If this intrigues you at all, I recommend you get the collection Cold Hand in Mind, which includes the masterpieces "The Swords," "The Hospice," and "The Same Dog," and also Sub Rosa, for "Into the Wood" and "The Inner Room," the latter of which is my favorite Aickman story. I also highly recommend the recent episode of Backlisted, an excellent books podcast, that focuses on Aickman--the two hosts and guest offer a similar take to mine above, but with a lot more analysis and back-and-forth, and some real insights into Aickman's work.

That podcast was what led me to Aickman's memoir. The hosts discuss it at length, and they read out a long section about Aickman's father that is truly, beautifully, unsettlingly strange. Even though I'd heard it read just over a week ago, I was still astonished when I read it last night:
My father, as I knew him, was impossible to live with, to be married to, to be dependent upon.

This is a vast subject, the framework and colouring of my universe.
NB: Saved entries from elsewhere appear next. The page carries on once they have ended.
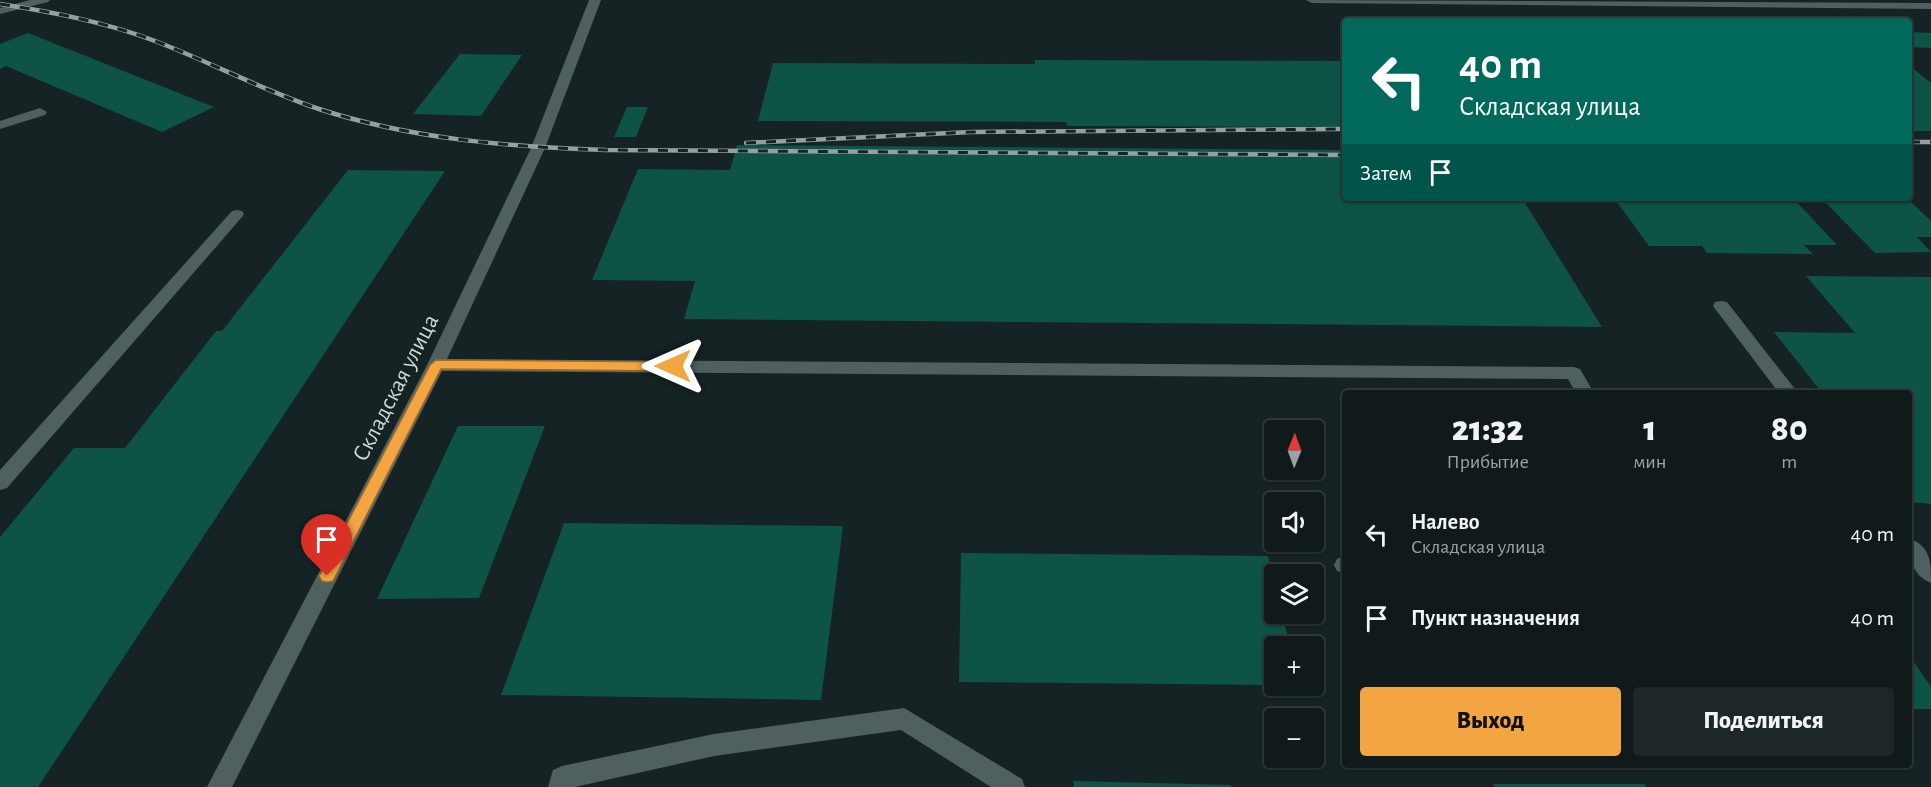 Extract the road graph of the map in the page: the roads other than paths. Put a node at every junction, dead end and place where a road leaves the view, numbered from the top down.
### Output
1 (44, 0) edge
2 (595, 0) edge
3 (1312, 0) edge
4 (1931, 6) edge
5 (0, 11) edge
6 (40, 112) dead end
7 (0, 125) edge
8 (237, 214) dead end
9 (1721, 306) dead end
10 (436, 365) junction
11 (1583, 390) edge
12 (1788, 390) edge
13 (0, 483) edge
14 (1912, 550) edge
15 (1931, 574) edge
16 (219, 787) edge
17 (560, 787) edge
18 (1013, 787) edge

1 - 5 street
2 - 10 street, Складская улица
3 - 4 street
6 - 7 street
8 - 13 street
9 - 12 street
10 - 11 street
10 - 16 street, Складская улица
14 - 15 street
17 - 18 street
As I approach it so nearly, I warm and chill at the same time.

In the first place, there was his unpunctuality.

At the beginning of my life, he would rise from bed at ten or eleven, and even then, like me today, with much emotional agony. He would protest, non the less, every night, that he would be down for breakfast, and be indignant if this were doubted, but my mother soon learned that the only hope lay in bringing him breakfast in bed. Risen, he would potter for several hours with the problems and difficulties of his toilet, and then, in the early afternoon, he would struggle away to his office. Daily he would say that he would be back for Dinner, not by seven, he had to admit, but, absolutely, positively, by eight, or perhaps nine. Nightly, he would return at ten or ten-thirty, to find Dinner spoiled and my Mother in sulks. Quite often he would even miss the last train (which reached Stanmore at 12:10 a.m.), and appear in the small hours, having walked the four miles from Wealdstone (later the three miles from Edgeware, when the Underground was extended thereto), while my Mother's anxiety and resentment rose in the silent house, each time as if he had never done it before. As I grew older, even these times began to slip. On most days, he would not depart for work until the evening, and the last train back became his regular one. He always came back in the end, even if he had to walk all the way from London, which he did not infrequently.
Of such is the soil made in which weird tales grow, no? Trust me: try some Aickman.